(Collected data entries)
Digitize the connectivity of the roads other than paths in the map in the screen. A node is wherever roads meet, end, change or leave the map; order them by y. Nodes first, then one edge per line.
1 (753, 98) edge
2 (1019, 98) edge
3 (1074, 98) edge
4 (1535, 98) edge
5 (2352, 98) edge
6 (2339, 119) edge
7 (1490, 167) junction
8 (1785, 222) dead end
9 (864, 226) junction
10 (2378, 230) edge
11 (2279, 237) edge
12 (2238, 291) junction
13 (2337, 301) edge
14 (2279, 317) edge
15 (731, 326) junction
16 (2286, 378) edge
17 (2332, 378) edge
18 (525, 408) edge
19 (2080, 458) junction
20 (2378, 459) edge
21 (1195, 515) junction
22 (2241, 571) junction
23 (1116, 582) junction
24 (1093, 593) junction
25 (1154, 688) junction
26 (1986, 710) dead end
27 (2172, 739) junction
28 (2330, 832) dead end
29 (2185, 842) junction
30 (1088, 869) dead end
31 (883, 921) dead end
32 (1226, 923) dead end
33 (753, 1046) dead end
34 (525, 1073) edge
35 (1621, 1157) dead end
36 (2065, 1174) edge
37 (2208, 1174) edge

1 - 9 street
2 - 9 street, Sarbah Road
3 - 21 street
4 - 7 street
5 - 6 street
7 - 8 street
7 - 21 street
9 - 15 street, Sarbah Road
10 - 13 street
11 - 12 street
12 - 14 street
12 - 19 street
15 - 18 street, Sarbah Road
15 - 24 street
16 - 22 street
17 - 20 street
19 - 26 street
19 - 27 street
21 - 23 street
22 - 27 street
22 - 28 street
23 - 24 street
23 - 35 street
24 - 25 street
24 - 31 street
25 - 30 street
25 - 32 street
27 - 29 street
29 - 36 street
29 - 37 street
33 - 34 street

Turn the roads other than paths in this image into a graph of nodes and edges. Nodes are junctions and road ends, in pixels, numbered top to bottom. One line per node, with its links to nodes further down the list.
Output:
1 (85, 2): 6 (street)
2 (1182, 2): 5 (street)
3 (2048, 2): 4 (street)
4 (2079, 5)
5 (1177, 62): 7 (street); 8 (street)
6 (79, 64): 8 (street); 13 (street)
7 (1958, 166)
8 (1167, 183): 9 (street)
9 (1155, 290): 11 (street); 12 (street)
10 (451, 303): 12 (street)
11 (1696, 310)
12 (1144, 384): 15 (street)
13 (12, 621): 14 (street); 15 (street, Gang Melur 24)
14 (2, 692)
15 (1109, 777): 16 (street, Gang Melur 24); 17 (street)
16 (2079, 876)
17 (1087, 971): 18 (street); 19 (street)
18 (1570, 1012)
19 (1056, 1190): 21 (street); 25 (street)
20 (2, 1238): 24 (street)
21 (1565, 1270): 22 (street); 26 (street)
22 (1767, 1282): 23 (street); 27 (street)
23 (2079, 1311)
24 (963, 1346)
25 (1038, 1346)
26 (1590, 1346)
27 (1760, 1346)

* [WHAT TO PRODUCE]:
Each entry above is to be transcribed without alteration.

* [TASK RESULT]:
Digitize the connectivity of the roads other than paths in the map in the screen. A node is wherever roads meet, end, change or leave the map; order them by y. Nodes first, then one edge per line.
1 (753, 98) edge
2 (1019, 98) edge
3 (1074, 98) edge
4 (1535, 98) edge
5 (2352, 98) edge
6 (2339, 119) edge
7 (1490, 167) junction
8 (1785, 222) dead end
9 (864, 226) junction
10 (2378, 230) edge
11 (2279, 237) edge
12 (2238, 291) junction
13 (2337, 301) edge
14 (2279, 317) edge
15 (731, 326) junction
16 (2286, 378) edge
17 (2332, 378) edge
18 (525, 408) edge
19 (2080, 458) junction
20 (2378, 459) edge
21 (1195, 515) junction
22 (2241, 571) junction
23 (1116, 582) junction
24 (1093, 593) junction
25 (1154, 688) junction
26 (1986, 710) dead end
27 (2172, 739) junction
28 (2330, 832) dead end
29 (2185, 842) junction
30 (1088, 869) dead end
31 (883, 921) dead end
32 (1226, 923) dead end
33 (753, 1046) dead end
34 (525, 1073) edge
35 (1621, 1157) dead end
36 (2065, 1174) edge
37 (2208, 1174) edge

1 - 9 street
2 - 9 street, Sarbah Road
3 - 21 street
4 - 7 street
5 - 6 street
7 - 8 street
7 - 21 street
9 - 15 street, Sarbah Road
10 - 13 street
11 - 12 street
12 - 14 street
12 - 19 street
15 - 18 street, Sarbah Road
15 - 24 street
16 - 22 street
17 - 20 street
19 - 26 street
19 - 27 street
21 - 23 street
22 - 27 street
22 - 28 street
23 - 24 street
23 - 35 street
24 - 25 street
24 - 31 street
25 - 30 street
25 - 32 street
27 - 29 street
29 - 36 street
29 - 37 street
33 - 34 street

Turn the roads other than paths in this image into a graph of nodes and edges. Nodes are junctions and road ends, in pixels, numbered top to bottom. One line per node, with its links to nodes further down the list.
Output:
1 (85, 2): 6 (street)
2 (1182, 2): 5 (street)
3 (2048, 2): 4 (street)
4 (2079, 5)
5 (1177, 62): 7 (street); 8 (street)
6 (79, 64): 8 (street); 13 (street)
7 (1958, 166)
8 (1167, 183): 9 (street)
9 (1155, 290): 11 (street); 12 (street)
10 (451, 303): 12 (street)
11 (1696, 310)
12 (1144, 384): 15 (street)
13 (12, 621): 14 (street); 15 (street, Gang Melur 24)
14 (2, 692)
15 (1109, 777): 16 (street, Gang Melur 24); 17 (street)
16 (2079, 876)
17 (1087, 971): 18 (street); 19 (street)
18 (1570, 1012)
19 (1056, 1190): 21 (street); 25 (street)
20 (2, 1238): 24 (street)
21 (1565, 1270): 22 (street); 26 (street)
22 (1767, 1282): 23 (street); 27 (street)
23 (2079, 1311)
24 (963, 1346)
25 (1038, 1346)
26 (1590, 1346)
27 (1760, 1346)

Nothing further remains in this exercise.